What lines below include the string "Zeynalabdin"? Pick them out and copy them.
Data for this task Start Marker
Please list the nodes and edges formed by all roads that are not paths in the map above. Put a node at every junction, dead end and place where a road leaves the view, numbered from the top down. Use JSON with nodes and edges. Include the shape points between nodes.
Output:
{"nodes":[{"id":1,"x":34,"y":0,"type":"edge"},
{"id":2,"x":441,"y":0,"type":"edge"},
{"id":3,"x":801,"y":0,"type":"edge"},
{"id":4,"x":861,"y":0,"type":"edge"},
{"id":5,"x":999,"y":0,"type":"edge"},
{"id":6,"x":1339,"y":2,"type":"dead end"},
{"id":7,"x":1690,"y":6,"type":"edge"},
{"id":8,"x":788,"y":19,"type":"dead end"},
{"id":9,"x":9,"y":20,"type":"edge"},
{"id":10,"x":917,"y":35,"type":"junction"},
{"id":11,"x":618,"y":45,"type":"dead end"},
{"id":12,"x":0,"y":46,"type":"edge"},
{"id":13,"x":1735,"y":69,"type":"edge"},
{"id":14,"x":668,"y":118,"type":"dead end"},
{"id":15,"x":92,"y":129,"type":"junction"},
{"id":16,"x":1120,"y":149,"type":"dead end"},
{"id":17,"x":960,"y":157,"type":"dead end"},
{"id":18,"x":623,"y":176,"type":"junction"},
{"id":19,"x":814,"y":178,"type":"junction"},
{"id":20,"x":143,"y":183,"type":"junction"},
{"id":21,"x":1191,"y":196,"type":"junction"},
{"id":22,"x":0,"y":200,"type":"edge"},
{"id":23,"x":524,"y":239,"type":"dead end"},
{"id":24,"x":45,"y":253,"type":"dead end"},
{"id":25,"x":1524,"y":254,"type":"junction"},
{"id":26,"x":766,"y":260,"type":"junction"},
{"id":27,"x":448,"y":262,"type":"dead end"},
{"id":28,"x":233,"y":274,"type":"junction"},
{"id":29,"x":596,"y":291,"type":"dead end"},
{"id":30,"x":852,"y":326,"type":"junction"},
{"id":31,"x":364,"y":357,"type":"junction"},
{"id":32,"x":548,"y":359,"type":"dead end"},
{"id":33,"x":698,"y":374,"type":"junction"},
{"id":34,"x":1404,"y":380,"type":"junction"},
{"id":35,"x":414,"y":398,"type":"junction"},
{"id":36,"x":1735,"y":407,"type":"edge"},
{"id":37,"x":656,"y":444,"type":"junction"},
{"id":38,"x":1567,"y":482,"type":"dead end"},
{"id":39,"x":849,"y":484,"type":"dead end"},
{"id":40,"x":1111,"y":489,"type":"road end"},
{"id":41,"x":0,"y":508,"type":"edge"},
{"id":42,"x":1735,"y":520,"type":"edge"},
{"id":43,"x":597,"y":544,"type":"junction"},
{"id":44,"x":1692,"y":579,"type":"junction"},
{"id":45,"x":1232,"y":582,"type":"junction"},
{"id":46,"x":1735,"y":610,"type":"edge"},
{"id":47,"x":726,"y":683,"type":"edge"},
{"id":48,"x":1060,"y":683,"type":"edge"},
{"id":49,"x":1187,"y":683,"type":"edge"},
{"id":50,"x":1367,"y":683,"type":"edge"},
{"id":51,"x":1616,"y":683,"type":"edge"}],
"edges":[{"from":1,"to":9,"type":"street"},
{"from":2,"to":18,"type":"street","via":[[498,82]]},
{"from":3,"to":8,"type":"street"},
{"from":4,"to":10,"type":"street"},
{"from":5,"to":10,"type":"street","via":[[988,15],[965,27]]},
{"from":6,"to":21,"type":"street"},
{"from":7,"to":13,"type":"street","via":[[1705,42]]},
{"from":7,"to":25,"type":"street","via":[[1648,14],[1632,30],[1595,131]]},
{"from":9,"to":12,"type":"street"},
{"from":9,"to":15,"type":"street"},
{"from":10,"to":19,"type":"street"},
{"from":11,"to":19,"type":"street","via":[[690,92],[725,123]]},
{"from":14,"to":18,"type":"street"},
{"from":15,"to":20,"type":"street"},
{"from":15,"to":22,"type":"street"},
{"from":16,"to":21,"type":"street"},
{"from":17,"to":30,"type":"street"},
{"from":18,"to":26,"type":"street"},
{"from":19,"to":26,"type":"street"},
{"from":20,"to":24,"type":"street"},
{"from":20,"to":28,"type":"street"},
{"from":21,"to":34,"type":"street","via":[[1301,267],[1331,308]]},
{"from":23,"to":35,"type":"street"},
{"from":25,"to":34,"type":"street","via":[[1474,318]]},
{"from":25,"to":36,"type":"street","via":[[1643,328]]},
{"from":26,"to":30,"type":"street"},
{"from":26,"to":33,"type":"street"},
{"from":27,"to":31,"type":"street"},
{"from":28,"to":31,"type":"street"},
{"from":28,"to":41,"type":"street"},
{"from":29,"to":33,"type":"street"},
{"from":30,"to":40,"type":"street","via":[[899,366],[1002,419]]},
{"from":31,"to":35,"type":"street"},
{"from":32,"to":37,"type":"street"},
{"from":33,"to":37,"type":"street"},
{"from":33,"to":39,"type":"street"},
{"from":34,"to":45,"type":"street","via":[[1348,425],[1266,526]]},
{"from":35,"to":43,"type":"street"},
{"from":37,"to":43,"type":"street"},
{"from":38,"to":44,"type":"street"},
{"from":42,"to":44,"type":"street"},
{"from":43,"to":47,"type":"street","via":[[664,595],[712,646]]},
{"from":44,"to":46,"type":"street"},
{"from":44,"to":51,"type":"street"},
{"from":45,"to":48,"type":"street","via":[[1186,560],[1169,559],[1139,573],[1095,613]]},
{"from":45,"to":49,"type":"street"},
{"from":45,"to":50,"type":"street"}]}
Data for this task End Marker
Data for this task Start Marker
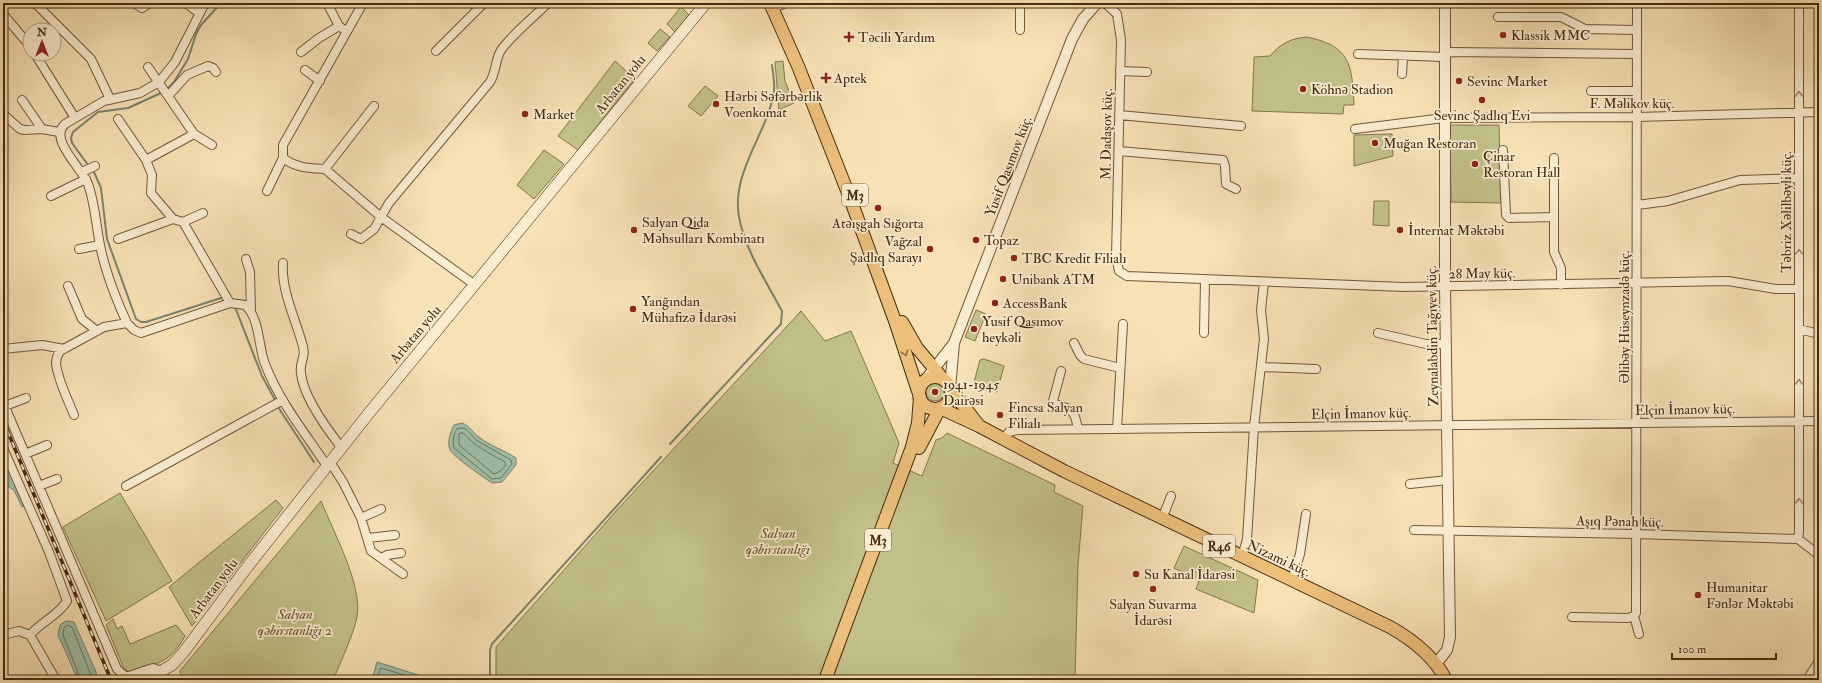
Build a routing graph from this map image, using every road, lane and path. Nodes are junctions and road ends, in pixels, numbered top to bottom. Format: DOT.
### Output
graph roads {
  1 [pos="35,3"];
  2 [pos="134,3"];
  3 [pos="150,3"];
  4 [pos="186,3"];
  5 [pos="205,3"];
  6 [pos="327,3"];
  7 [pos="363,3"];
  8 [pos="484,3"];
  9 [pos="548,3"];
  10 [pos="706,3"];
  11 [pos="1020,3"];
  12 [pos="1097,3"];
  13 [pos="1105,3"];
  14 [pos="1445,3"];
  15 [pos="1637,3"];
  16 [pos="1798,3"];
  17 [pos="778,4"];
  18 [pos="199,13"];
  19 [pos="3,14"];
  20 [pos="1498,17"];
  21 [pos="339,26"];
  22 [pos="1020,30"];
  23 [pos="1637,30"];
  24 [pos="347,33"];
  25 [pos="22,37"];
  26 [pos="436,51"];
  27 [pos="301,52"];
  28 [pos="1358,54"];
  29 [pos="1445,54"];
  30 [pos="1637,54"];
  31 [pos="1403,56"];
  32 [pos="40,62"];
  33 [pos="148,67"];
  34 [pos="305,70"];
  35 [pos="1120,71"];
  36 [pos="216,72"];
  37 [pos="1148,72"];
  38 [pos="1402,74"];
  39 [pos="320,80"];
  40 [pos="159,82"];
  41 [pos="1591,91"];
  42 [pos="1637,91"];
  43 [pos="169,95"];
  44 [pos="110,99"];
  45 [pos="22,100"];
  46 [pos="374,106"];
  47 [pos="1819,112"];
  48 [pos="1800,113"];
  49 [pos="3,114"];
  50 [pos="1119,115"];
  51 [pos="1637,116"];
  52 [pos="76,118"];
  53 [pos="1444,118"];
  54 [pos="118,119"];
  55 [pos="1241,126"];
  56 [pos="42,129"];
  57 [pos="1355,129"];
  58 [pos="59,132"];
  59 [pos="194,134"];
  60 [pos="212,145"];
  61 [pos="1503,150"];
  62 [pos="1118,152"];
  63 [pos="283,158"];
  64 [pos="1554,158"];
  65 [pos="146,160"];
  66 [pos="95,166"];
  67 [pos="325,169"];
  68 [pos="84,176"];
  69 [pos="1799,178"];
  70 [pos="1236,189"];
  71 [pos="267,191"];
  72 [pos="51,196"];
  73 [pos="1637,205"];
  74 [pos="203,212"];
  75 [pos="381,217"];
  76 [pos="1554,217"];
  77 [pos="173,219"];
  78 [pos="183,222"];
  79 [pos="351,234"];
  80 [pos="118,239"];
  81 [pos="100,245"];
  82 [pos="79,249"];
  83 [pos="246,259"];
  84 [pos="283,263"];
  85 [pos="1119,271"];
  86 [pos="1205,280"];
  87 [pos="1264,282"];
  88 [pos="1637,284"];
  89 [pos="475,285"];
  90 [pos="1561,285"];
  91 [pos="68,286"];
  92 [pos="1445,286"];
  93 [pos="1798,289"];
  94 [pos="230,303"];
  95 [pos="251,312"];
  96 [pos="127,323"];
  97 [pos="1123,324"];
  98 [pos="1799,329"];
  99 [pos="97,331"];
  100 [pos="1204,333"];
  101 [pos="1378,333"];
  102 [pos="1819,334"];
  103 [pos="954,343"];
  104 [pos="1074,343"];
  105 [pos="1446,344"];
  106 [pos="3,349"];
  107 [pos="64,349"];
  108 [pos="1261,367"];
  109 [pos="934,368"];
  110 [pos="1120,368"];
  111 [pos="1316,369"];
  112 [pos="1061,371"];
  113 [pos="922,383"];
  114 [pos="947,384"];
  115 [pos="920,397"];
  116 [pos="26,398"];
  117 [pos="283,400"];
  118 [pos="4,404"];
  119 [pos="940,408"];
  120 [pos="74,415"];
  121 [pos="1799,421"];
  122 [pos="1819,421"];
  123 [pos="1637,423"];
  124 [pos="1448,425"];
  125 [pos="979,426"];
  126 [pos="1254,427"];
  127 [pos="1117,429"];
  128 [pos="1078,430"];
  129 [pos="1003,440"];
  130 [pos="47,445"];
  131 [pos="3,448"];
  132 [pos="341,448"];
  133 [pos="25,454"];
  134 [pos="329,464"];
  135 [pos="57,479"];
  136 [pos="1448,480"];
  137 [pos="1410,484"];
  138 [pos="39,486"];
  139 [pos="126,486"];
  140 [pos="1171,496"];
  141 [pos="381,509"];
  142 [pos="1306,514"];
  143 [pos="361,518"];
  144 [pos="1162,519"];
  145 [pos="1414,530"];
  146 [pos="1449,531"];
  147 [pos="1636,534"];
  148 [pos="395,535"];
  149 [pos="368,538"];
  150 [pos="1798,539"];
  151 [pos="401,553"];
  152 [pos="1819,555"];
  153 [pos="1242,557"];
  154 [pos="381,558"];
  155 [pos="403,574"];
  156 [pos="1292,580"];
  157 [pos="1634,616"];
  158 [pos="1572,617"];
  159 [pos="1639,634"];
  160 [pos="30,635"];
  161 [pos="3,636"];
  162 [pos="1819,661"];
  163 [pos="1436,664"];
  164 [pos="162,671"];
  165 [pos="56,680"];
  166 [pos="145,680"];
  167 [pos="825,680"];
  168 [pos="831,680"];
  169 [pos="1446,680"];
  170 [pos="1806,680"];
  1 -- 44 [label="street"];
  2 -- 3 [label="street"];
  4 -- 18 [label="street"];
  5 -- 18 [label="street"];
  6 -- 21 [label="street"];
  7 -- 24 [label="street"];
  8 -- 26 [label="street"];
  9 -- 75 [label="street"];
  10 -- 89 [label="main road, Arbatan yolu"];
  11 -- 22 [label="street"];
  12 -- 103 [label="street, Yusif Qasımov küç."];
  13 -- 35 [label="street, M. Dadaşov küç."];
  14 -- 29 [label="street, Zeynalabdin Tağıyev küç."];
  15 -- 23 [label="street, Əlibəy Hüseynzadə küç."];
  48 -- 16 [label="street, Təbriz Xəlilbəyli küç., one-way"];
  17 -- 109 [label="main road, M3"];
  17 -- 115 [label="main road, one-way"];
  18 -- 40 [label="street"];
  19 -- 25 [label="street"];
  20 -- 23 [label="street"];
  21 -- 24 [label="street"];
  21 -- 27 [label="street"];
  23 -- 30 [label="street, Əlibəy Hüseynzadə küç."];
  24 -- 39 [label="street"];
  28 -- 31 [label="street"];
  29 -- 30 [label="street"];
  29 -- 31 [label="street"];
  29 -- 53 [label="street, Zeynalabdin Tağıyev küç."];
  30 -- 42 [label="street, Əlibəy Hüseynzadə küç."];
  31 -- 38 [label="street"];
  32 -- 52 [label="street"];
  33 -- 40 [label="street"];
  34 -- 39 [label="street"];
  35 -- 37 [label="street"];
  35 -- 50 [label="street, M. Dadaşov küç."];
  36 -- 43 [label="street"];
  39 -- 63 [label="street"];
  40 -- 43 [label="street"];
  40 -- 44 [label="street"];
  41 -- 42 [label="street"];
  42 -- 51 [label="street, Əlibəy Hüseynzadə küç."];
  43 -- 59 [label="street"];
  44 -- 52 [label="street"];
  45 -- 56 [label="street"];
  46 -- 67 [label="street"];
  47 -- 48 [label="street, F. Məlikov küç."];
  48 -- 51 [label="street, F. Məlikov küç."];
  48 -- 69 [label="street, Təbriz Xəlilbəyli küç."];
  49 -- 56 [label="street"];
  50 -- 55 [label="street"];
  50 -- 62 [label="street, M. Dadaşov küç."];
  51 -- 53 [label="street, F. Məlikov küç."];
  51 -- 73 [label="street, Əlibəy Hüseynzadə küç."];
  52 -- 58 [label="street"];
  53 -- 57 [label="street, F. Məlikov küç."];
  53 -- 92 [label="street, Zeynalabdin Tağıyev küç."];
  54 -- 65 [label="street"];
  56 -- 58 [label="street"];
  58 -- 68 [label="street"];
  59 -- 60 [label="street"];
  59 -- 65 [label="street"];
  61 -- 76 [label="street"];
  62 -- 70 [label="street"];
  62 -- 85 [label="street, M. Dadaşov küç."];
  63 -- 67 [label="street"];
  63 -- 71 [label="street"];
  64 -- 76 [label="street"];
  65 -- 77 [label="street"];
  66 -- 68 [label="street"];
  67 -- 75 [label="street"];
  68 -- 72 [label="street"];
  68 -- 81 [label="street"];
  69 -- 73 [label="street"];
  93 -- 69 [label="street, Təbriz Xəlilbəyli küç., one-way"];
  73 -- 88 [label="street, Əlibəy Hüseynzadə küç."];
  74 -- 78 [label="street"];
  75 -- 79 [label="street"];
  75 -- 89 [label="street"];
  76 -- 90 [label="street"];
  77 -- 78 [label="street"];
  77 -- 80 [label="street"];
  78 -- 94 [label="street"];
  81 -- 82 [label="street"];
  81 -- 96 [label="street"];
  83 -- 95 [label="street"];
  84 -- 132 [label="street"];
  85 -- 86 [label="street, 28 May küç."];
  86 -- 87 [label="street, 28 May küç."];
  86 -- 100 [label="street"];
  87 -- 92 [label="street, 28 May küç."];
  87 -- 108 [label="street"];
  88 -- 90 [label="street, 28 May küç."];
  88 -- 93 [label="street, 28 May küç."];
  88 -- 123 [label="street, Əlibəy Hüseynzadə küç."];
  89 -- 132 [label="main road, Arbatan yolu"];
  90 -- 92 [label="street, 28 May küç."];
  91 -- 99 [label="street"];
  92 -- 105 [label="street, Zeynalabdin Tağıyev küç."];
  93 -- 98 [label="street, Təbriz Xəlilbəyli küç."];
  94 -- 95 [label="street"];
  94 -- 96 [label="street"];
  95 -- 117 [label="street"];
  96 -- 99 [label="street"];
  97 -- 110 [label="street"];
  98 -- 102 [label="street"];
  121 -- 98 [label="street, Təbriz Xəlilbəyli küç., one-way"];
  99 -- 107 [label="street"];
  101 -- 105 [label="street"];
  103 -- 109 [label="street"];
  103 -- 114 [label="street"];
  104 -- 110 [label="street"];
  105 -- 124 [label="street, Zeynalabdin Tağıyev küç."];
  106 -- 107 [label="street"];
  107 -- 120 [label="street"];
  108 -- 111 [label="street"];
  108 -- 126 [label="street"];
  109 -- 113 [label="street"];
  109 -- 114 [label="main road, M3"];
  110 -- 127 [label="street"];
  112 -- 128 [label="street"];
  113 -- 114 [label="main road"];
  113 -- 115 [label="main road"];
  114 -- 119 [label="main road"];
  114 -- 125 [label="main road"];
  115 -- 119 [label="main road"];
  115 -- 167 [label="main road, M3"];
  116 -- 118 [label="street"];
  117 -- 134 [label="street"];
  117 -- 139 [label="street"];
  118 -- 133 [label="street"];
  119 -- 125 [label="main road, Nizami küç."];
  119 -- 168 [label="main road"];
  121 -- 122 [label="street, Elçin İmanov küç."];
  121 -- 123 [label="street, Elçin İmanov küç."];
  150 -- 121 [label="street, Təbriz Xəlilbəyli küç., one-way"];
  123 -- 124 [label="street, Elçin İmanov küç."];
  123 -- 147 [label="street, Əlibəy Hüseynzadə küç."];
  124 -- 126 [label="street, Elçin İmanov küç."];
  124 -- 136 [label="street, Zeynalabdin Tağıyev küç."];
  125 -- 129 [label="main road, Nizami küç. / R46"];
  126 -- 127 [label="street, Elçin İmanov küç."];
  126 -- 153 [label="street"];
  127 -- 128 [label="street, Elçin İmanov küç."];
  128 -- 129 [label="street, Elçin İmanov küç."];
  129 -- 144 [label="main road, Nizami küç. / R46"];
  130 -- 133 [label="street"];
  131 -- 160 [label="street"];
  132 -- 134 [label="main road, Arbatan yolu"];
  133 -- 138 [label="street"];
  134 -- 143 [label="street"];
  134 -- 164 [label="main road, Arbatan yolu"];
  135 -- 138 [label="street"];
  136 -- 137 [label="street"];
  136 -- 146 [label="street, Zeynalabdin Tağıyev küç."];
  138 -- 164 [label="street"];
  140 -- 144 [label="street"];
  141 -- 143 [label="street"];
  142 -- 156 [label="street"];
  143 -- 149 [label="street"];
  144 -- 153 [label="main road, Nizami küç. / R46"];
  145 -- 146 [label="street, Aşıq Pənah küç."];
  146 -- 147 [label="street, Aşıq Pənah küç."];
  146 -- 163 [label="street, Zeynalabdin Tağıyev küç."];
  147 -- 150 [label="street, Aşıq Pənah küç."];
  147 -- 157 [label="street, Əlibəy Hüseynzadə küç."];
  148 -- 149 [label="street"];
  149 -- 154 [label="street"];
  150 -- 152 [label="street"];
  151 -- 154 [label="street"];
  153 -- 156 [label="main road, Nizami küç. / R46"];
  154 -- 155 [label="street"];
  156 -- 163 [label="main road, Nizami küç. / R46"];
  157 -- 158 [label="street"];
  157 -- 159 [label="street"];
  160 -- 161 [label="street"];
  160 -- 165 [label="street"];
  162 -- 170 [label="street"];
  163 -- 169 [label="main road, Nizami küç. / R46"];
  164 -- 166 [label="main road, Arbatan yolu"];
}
Data for this task End Marker
Solution =
  14 -- 29 [label="street, Zeynalabdin Tağıyev küç."];
  29 -- 53 [label="street, Zeynalabdin Tağıyev küç."];
  53 -- 92 [label="street, Zeynalabdin Tağıyev küç."];
  92 -- 105 [label="street, Zeynalabdin Tağıyev küç."];
  105 -- 124 [label="street, Zeynalabdin Tağıyev küç."];
  124 -- 136 [label="street, Zeynalabdin Tağıyev küç."];
  136 -- 146 [label="street, Zeynalabdin Tağıyev küç."];
  146 -- 163 [label="street, Zeynalabdin Tağıyev küç."];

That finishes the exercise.